A claimant's RFC is the most an individual can do despite the combined effects of all of his or her credible limitations. See 20 C.F.R. § 404.1545. An ALJ's RFC finding is based on all of the record evidence, including the claimant's testimony regarding symptoms and limitations, the claimant's medical treatment records, and the medical opinion evidence. See Wildman v. Astrue, 596 F.3d 959, 969 (8th Cir.2010); see also 20 C.F.R. § 404.1545; Social Security Ruling (SSR) 96-8p. An ALJ may discredit a claimant's subjective allegations of disabling symptoms to the extent they are inconsistent with the overall record as a whole, including: the objective medical evidence and medical opinion evidence; the claimant's daily activities; the duration, frequency, and intensity of pain; dosage, effectiveness, and side effects of medications and medical treatment; and the claimant's self-imposed restrictions. See Polaski v. Heckler, 739 F.2d 1320, 1322 (8th Cir.1984); 20 C.F.R. § 404.1529; SSR 96-7p.

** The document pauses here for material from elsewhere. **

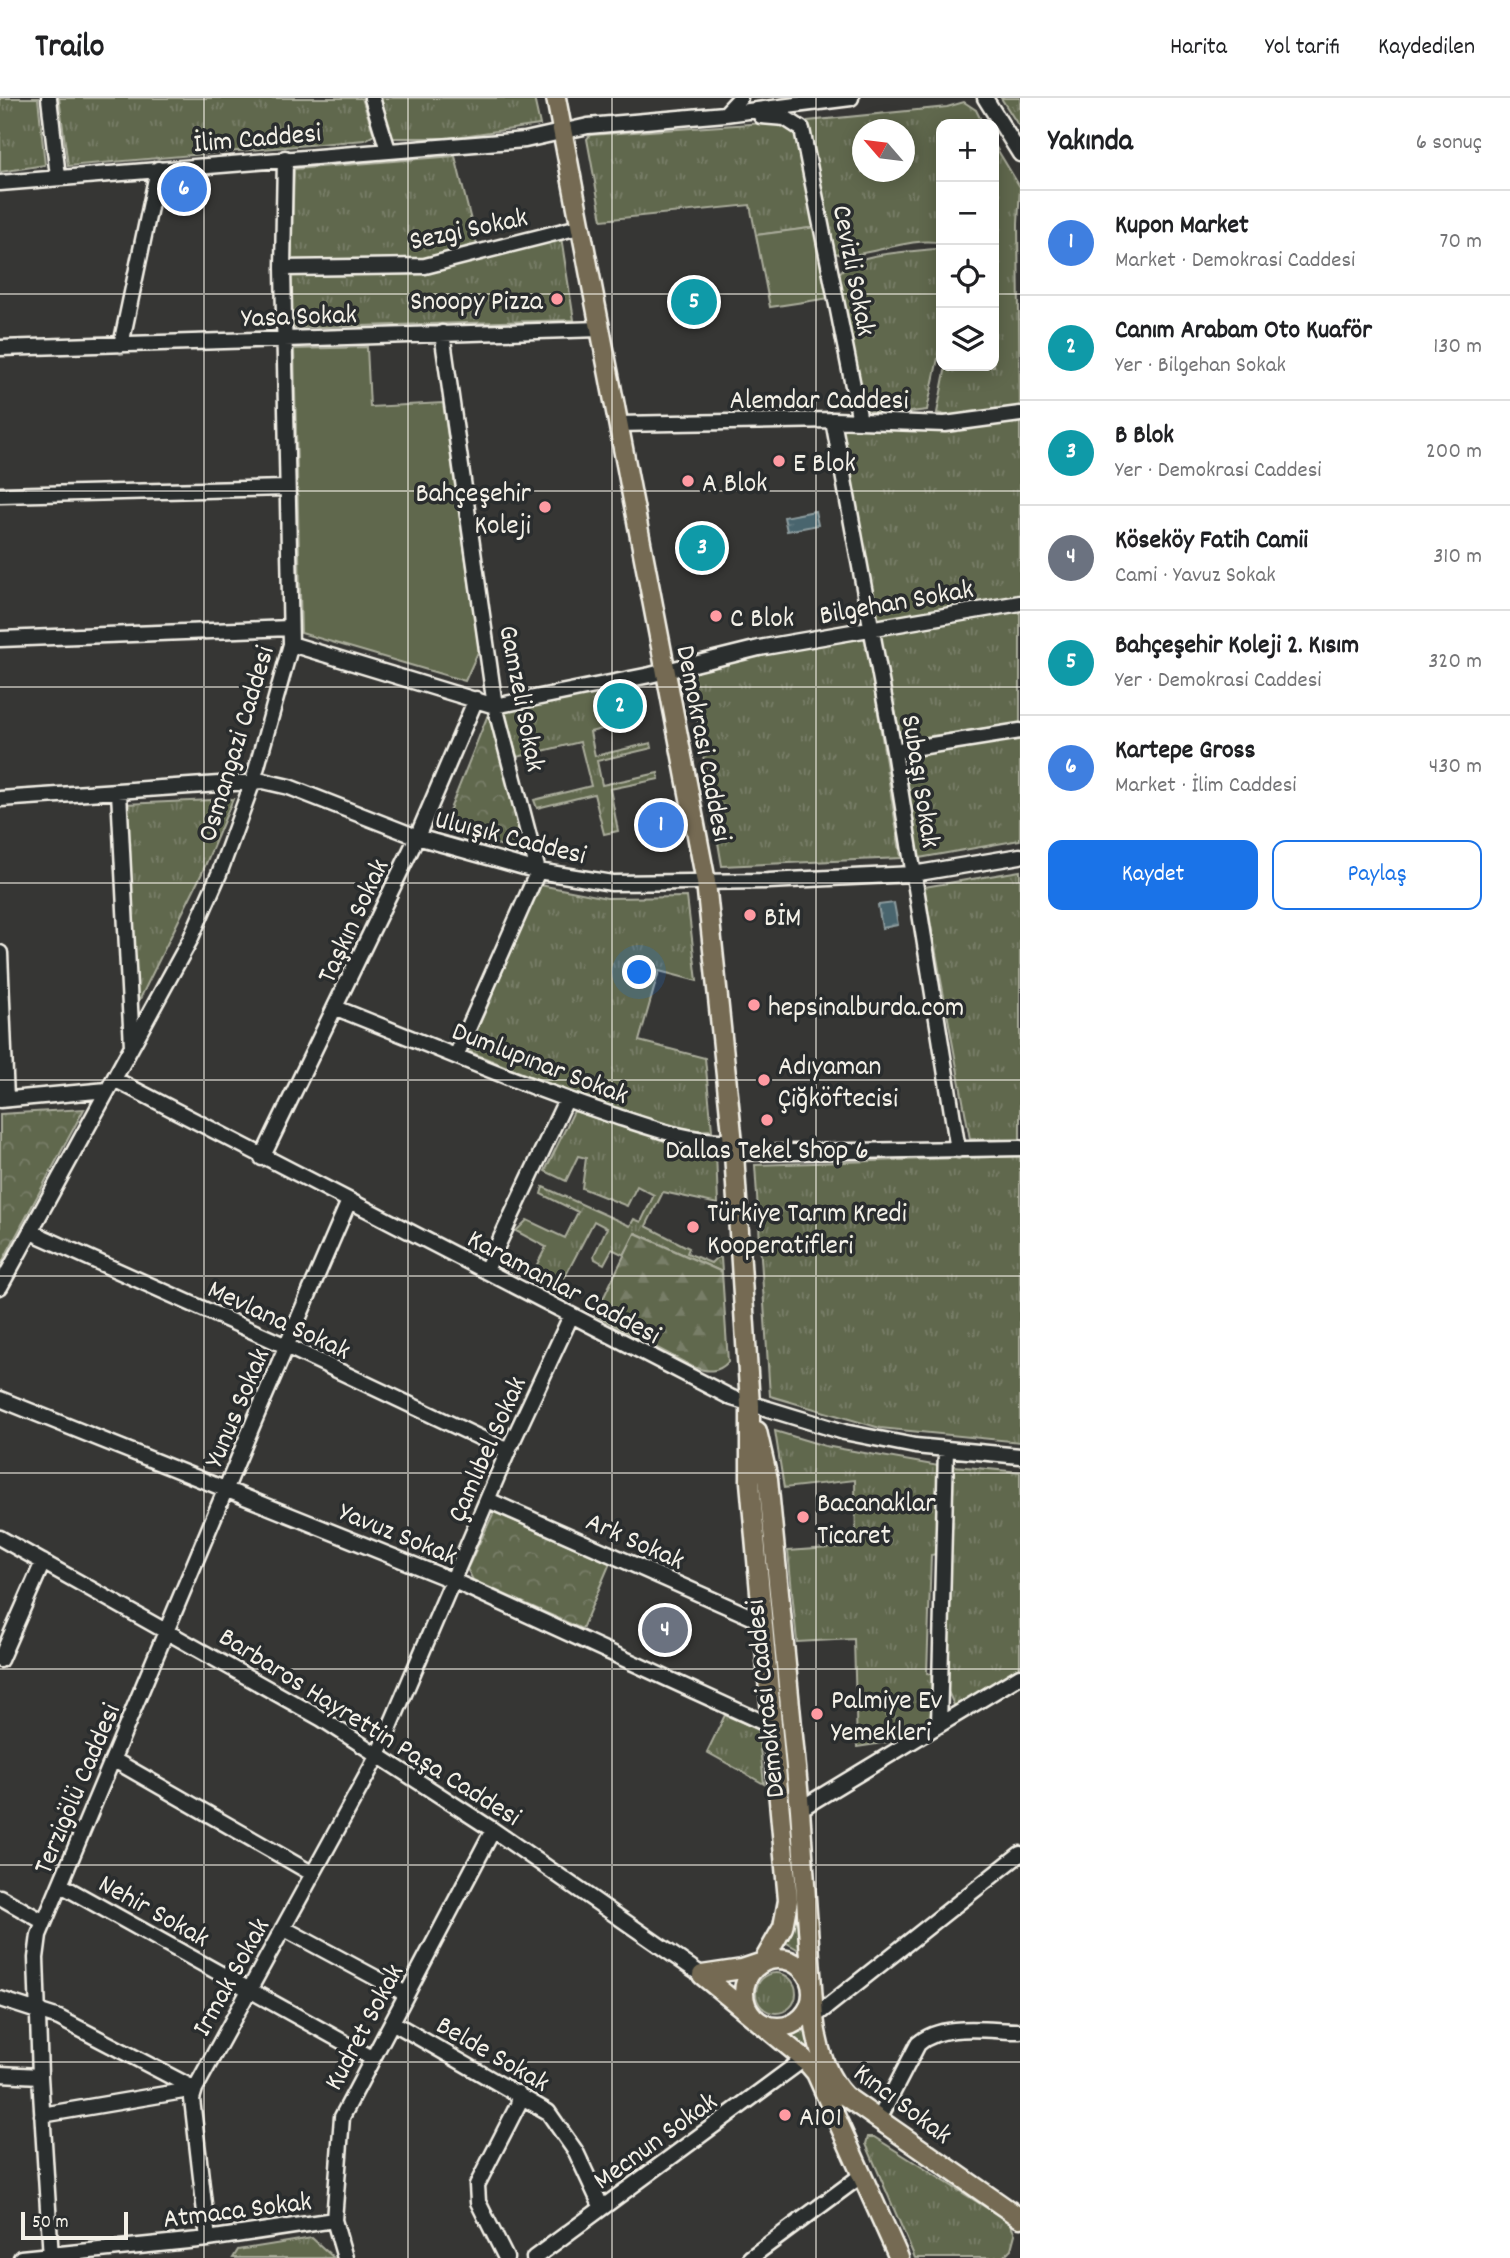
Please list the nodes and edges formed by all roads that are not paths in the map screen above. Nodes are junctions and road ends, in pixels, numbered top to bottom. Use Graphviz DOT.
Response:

A claimant's subjective complaints may not be disregarded solely because the objective medical evidence does not fully support them. The absence of objective medical evidence is just one factor to be considered in evaluating the claimant's credibility and complaints. The ALJ must fully consider all of the evidence presented relating to subjective complaints, including the claimant's prior work ...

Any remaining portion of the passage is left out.